How many lines in the records below contain the word "nodes"? Reply with the number alone.

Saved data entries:
--------

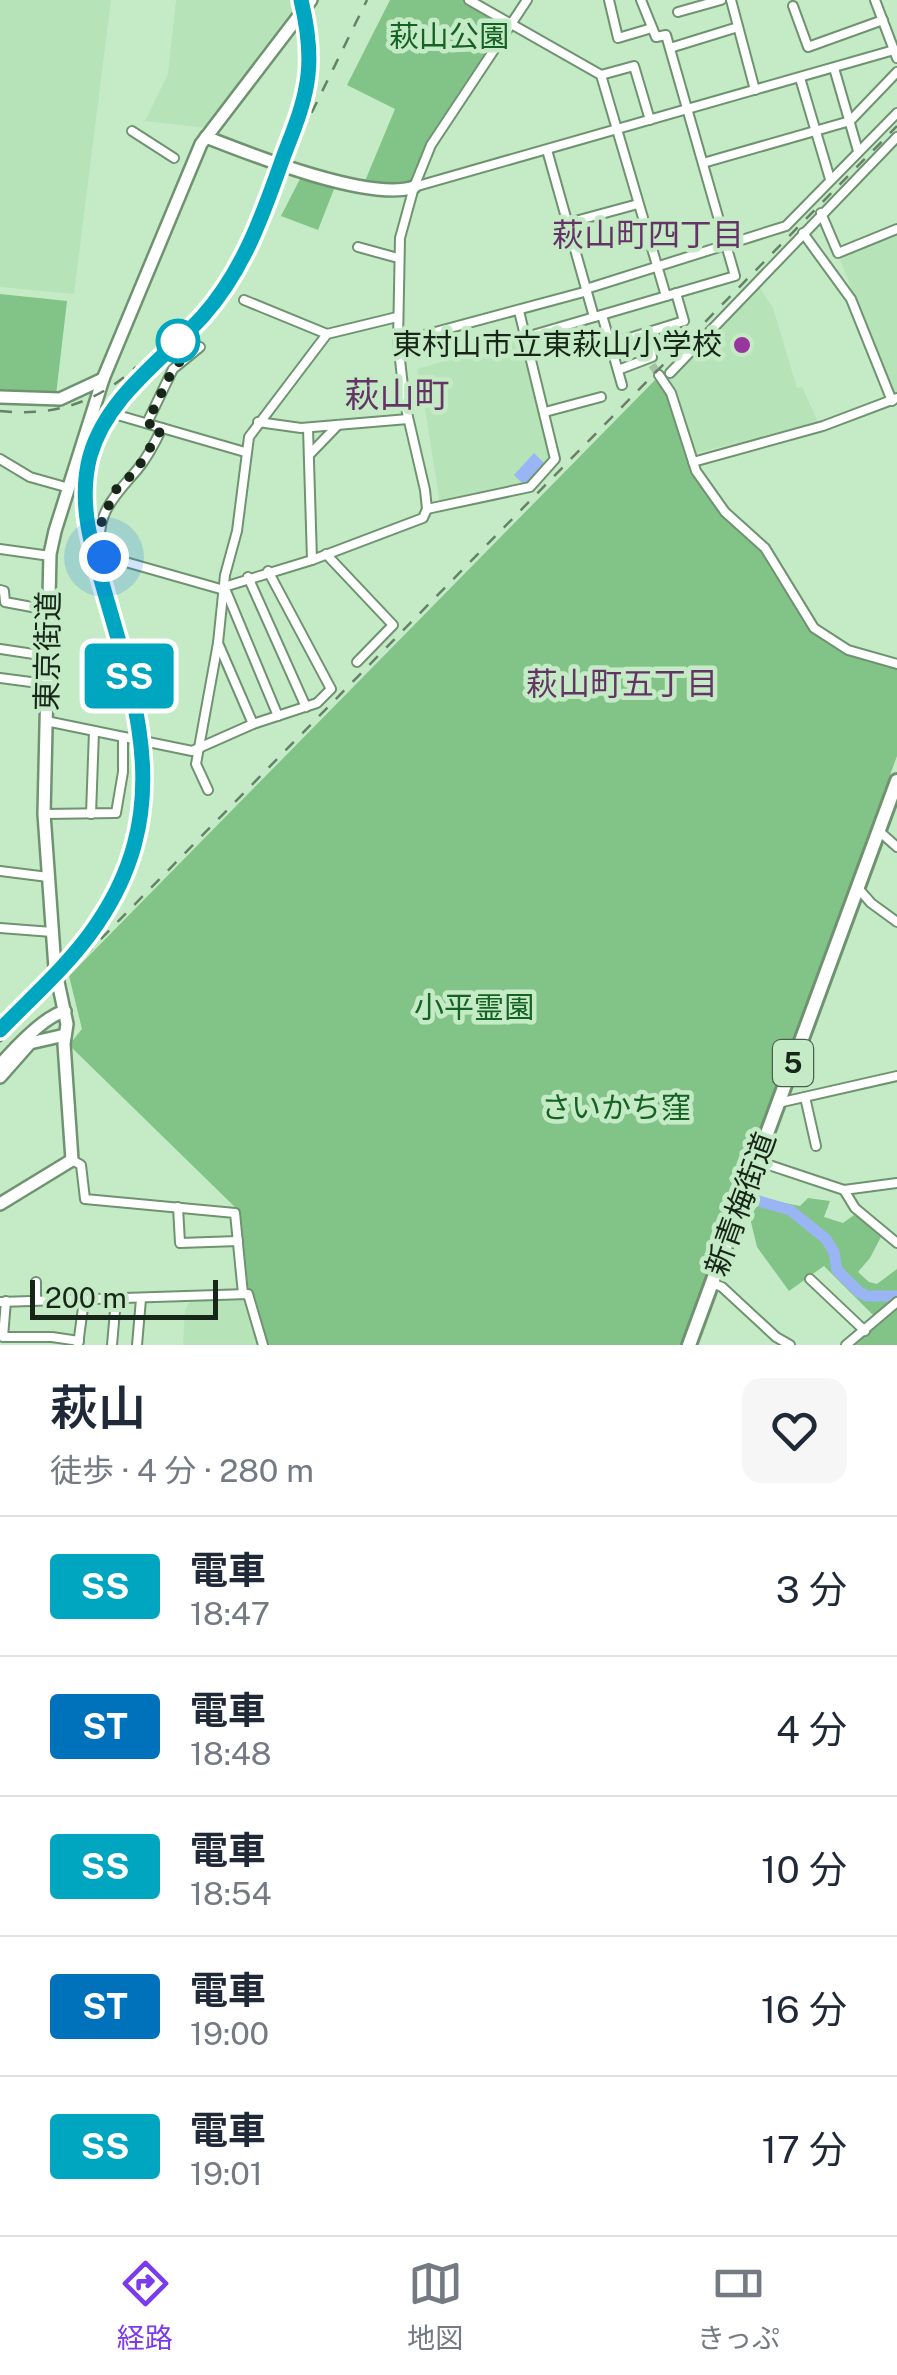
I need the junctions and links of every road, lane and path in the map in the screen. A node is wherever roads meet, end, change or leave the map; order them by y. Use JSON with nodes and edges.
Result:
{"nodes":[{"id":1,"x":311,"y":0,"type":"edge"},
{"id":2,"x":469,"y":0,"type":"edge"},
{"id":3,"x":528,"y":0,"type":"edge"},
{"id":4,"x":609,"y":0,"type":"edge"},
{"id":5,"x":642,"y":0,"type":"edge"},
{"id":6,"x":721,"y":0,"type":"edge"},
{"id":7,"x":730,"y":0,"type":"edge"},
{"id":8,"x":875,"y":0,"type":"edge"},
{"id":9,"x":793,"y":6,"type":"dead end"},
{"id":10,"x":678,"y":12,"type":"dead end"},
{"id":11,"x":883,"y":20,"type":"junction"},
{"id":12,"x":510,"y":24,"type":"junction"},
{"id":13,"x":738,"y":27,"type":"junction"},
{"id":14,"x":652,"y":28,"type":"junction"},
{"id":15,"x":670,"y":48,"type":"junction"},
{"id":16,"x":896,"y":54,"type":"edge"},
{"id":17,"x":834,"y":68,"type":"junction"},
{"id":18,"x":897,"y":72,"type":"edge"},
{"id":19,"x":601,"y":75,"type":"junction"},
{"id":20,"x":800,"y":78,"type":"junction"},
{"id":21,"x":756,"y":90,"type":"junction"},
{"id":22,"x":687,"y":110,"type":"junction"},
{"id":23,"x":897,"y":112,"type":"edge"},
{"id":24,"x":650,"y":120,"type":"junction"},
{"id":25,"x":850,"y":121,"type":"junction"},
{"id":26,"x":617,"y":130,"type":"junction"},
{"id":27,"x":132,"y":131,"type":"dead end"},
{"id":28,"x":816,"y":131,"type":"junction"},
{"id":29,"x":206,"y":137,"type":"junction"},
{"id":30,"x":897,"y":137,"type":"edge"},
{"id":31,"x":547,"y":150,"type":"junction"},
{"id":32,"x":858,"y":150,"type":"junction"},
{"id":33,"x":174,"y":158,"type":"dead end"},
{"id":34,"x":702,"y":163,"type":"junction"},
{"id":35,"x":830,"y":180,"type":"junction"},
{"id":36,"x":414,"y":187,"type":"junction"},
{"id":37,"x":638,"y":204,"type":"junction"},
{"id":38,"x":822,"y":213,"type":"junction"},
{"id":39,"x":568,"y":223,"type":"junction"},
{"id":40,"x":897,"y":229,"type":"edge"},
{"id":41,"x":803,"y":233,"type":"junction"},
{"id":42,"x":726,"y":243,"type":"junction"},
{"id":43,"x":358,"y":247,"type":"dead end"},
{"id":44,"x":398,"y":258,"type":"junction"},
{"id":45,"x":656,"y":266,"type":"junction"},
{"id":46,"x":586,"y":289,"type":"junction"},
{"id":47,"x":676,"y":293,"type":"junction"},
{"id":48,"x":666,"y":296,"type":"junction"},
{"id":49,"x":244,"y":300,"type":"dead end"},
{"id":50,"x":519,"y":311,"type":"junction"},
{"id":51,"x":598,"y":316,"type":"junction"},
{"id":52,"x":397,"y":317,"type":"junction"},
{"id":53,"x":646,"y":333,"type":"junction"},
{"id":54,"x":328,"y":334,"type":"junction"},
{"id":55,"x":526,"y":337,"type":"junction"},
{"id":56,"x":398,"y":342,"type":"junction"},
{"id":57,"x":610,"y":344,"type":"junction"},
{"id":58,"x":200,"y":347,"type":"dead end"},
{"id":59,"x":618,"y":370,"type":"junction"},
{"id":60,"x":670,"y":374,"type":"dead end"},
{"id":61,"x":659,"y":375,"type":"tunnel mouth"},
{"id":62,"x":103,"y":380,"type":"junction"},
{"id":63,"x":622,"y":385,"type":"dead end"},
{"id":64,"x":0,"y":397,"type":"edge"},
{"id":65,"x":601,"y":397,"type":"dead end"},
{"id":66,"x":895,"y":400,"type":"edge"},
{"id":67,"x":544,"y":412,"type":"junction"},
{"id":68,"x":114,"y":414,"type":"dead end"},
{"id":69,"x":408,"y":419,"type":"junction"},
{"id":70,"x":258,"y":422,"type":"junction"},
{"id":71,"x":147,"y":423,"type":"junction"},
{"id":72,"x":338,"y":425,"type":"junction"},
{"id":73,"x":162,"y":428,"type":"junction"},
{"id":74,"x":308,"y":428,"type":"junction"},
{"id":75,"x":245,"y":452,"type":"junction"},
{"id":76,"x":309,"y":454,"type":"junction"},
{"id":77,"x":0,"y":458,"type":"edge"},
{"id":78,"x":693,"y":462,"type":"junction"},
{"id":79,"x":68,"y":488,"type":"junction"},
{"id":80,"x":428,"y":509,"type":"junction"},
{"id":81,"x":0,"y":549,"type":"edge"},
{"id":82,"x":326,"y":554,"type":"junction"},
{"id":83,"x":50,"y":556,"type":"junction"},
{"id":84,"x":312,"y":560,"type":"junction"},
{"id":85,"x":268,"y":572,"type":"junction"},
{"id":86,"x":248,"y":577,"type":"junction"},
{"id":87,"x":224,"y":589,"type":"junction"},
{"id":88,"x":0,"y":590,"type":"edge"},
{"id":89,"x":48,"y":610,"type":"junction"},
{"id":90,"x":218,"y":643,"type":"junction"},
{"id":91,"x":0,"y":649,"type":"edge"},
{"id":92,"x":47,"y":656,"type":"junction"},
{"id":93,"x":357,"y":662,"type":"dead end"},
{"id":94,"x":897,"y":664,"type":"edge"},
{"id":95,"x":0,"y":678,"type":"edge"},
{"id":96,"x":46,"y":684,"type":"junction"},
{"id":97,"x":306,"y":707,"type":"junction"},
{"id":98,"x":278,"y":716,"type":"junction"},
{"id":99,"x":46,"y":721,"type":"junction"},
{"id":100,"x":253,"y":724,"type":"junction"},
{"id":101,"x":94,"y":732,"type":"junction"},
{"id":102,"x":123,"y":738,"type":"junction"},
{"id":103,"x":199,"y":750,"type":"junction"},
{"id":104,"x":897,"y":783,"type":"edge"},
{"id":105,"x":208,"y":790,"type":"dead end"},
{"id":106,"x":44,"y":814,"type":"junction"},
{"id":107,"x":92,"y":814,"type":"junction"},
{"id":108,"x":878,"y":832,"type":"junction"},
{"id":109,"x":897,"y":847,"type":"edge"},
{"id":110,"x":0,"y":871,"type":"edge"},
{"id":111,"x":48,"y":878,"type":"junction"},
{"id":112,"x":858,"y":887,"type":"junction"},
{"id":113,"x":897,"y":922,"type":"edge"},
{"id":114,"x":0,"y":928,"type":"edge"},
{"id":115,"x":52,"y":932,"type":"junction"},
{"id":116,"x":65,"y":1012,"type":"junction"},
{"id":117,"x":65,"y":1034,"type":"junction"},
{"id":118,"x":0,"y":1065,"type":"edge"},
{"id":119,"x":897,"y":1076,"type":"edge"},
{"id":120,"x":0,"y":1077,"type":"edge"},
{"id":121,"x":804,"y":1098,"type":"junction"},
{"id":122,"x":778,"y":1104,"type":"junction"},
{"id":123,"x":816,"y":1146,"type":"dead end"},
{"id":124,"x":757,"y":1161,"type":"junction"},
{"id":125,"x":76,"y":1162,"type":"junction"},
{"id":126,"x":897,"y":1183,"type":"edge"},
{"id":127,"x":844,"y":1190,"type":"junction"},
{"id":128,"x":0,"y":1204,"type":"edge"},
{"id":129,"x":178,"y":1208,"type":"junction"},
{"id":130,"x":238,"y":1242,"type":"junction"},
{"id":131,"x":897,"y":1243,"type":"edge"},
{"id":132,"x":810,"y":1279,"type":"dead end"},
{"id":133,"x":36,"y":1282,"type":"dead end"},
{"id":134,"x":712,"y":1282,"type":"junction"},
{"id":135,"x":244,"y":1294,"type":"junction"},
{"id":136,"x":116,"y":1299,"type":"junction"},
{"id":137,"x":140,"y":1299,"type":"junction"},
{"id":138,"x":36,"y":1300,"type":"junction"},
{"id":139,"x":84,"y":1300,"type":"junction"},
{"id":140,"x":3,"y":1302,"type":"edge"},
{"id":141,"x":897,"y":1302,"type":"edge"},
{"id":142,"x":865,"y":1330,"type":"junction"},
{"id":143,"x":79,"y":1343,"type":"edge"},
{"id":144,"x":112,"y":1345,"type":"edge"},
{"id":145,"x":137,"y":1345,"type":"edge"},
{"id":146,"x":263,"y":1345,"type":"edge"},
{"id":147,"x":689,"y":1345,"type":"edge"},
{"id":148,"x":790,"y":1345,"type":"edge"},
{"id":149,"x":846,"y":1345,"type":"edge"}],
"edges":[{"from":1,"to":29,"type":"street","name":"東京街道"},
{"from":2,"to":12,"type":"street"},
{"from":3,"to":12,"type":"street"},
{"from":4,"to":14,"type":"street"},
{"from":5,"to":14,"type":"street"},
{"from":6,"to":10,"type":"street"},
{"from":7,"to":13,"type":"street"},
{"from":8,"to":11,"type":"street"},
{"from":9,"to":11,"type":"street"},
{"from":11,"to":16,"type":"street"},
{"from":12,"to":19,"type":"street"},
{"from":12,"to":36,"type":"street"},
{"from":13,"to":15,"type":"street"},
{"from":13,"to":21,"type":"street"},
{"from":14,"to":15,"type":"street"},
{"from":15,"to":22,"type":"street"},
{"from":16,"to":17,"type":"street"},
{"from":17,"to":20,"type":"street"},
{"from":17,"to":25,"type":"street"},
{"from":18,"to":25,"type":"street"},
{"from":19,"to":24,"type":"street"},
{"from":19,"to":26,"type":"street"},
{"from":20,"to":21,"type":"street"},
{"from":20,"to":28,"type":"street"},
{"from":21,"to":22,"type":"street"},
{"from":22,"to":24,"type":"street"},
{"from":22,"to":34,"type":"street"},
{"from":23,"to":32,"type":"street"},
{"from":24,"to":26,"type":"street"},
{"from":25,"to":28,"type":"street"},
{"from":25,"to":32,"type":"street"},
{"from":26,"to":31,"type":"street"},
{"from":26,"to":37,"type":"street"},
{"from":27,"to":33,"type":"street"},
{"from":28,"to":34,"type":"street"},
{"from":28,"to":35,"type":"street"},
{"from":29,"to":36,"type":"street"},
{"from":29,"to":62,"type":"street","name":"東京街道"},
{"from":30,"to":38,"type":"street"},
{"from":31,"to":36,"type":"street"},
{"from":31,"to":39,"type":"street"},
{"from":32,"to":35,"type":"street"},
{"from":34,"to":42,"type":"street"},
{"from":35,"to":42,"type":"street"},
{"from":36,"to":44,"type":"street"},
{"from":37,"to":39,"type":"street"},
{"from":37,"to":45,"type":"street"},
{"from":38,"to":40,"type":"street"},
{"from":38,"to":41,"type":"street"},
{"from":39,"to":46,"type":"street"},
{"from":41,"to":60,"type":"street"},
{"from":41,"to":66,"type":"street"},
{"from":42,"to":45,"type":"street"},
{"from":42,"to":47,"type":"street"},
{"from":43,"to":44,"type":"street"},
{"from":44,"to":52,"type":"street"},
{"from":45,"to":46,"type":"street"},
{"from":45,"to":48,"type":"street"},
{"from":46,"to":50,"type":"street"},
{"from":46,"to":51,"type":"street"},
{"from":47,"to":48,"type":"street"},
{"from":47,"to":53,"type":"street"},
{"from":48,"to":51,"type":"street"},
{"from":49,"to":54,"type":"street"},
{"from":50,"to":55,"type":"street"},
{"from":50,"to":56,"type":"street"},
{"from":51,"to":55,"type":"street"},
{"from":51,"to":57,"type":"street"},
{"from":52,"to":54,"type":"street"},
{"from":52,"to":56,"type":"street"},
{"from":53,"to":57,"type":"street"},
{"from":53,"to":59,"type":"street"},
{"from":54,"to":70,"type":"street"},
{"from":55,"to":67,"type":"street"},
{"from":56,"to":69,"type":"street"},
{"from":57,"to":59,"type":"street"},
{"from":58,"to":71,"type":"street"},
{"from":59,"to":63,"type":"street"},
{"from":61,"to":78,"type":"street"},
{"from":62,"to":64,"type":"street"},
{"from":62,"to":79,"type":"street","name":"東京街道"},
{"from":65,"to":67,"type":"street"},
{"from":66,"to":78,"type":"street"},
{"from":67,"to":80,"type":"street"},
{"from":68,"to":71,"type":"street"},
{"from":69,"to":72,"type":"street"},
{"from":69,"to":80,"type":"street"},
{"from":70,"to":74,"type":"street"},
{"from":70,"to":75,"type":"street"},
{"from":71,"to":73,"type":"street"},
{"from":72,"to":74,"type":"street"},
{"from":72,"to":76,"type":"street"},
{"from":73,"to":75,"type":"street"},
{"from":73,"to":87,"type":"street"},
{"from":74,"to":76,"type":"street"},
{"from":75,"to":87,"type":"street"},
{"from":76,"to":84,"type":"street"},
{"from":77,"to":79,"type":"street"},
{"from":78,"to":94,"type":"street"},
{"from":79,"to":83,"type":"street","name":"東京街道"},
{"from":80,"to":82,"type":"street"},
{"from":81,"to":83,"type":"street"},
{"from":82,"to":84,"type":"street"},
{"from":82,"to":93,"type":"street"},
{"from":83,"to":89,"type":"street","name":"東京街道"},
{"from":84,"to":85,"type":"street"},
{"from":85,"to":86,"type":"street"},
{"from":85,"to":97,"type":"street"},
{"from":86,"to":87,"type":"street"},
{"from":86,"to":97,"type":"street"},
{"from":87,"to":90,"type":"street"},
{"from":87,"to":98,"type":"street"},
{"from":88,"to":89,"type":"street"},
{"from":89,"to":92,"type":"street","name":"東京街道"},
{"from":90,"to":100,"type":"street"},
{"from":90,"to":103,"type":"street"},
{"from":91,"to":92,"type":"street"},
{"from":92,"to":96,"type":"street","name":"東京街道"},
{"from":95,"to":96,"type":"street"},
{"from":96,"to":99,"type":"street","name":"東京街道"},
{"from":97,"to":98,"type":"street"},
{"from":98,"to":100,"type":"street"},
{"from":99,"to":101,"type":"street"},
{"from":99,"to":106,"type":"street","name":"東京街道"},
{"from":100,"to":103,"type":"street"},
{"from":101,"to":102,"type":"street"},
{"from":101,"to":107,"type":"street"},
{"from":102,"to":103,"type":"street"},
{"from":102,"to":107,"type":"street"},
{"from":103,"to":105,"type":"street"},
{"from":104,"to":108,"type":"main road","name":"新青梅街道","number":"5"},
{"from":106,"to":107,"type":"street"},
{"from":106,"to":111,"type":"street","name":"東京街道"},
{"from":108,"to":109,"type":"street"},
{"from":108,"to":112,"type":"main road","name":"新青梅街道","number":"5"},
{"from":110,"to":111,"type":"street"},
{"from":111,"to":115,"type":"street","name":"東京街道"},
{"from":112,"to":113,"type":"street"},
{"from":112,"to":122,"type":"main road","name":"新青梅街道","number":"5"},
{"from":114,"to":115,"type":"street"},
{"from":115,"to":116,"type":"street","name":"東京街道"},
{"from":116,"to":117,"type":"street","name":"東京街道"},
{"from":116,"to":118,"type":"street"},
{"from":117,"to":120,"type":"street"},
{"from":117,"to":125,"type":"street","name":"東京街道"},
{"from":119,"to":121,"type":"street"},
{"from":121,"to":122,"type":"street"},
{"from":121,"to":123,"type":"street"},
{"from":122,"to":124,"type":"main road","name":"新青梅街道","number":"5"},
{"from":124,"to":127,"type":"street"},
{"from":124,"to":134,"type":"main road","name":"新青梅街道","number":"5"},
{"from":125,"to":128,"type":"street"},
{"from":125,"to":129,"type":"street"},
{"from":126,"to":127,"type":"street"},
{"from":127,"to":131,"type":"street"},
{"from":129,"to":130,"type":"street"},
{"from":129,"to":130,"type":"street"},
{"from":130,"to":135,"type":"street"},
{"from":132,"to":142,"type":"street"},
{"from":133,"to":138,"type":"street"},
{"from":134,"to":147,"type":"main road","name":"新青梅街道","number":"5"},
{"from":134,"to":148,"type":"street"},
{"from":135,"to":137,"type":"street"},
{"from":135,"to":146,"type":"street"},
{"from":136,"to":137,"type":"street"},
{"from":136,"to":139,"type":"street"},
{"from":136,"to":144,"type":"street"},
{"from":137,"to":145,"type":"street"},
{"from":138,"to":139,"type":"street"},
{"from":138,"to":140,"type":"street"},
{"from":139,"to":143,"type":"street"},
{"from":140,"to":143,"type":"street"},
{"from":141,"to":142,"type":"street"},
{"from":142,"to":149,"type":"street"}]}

--------

Result: 2